Helen Rappaport is an historian and Russianist with specialisms in
the Victorians and revolutionary Russia.
Her books include No Place for Ladies- The Untold Story of Women in
the Crimean War, Ekaterinburg- The Last Days of the Romanovs,
Beautiful For Ever- Madame Rachel of Bond Street - Cosmetician,
Con-Artist and Blackmailer, Magnificent Obsession- Victoria, Albert
and the Death that Changed the Monarchy; Four Sisters- The Lost
Lives of the Romanov Grand Duchesses and Caught in the Revolution-
Petrograd, 1917. A fluent Russian speaker, she has translated many
classic Russian plays (including all of Chekhov's) and was
historical consultant to Tom Stoppard's National Theatre trilogy
The Coast of Utopia (2002). She is also a frequent contributor to
television and radio documentaries, most recently Russia's Lost
Princesses (BBC2, 2014). She lives in West Dorset.

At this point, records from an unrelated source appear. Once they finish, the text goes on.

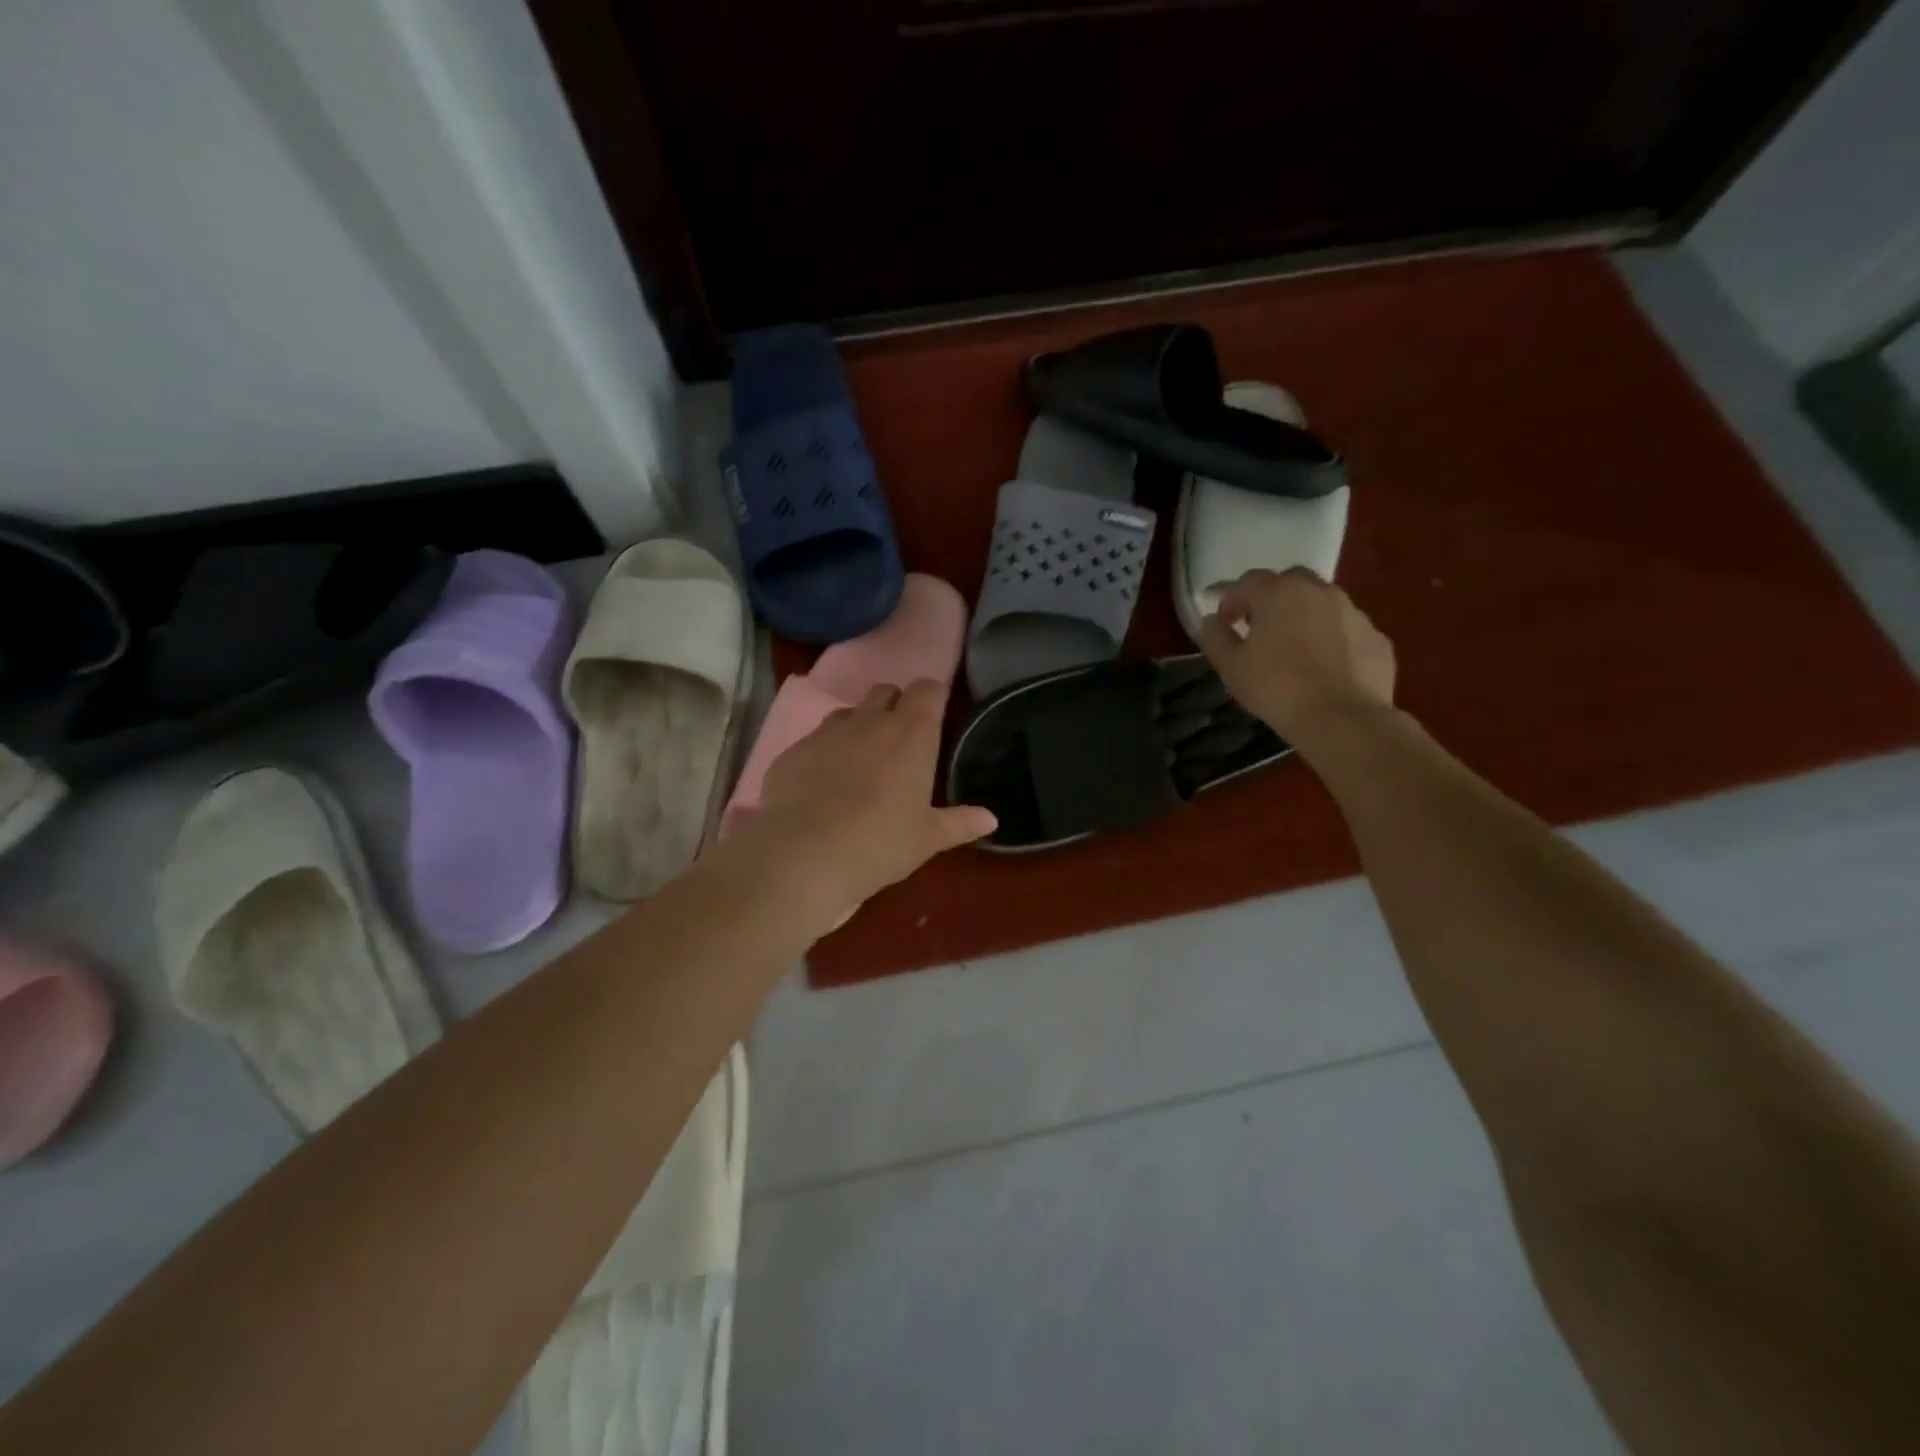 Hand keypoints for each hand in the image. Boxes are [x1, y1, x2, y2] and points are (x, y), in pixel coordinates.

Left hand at [735, 681, 995, 927]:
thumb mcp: (926, 839)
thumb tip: (991, 819)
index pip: (927, 689)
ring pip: (847, 713)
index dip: (932, 698)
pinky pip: (814, 740)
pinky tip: (821, 785)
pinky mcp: (792, 750)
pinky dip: (824, 753)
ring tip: (860, 763)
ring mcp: (826, 732)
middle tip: (899, 742)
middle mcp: (869, 721)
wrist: (802, 855)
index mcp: (911, 733)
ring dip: (858, 727)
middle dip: (894, 706)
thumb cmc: (879, 843)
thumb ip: (959, 823)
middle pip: (885, 691)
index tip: (935, 717)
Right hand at [1198, 568, 1396, 748]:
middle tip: (1259, 625)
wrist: (1343, 718)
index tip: (1221, 620)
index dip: (1229, 599)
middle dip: (1270, 597)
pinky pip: (1345, 630)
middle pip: (1289, 581)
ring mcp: (1353, 612)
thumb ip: (1216, 637)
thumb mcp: (1231, 666)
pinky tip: (1324, 664)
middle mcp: (1319, 591)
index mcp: (1279, 593)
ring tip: (1293, 645)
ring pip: (1321, 603)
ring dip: (1303, 615)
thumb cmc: (1276, 688)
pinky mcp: (1376, 637)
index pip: (1246, 583)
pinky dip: (1331, 638)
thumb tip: (1211, 621) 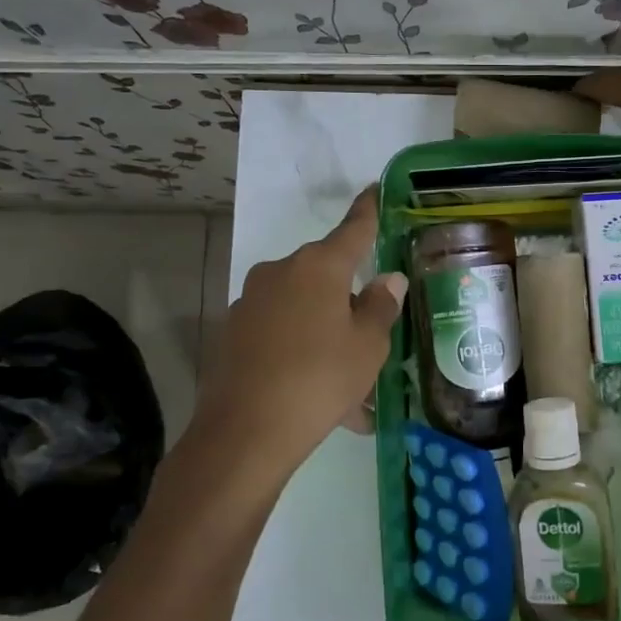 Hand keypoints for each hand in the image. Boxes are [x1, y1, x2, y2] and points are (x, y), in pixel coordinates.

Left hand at [190, 186, 406, 488]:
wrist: (244, 432)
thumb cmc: (320, 378)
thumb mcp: (367, 345)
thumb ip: (380, 306)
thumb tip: (387, 279)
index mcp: (318, 267)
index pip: (353, 229)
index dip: (368, 210)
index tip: (375, 189)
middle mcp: (280, 272)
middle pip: (325, 276)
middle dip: (348, 303)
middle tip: (372, 342)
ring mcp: (250, 302)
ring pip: (303, 312)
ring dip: (326, 337)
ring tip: (351, 392)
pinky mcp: (233, 333)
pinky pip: (280, 335)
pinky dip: (301, 354)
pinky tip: (318, 398)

A gripping, vivid, deeply researched chronicle of the Russian
Revolution told through the eyes of a surprising, flamboyant cast
of foreigners in Petrograd, superbly narrated by Helen
Rappaport.
*Simon Sebag Montefiore, author of The Romanovs*
Next year's centenary will prompt a raft of books on the Russian
Revolution. They will be hard pushed to better this highly
original, exhaustively researched and superbly constructed
account.
*Daily Telegraph*
This is narrative history at its very best, communicating the
confusion, exhilaration, horror and despair of that momentous
year
*BBC History Magazine*
Chronicles the events of 1917 through the eyes of foreigners
resident in Petrograd — diplomats, journalists, merchants, factory
owners, charity workers and simple Russophiles... a wonderful array
of observations, most of them misguided, some downright bizarre.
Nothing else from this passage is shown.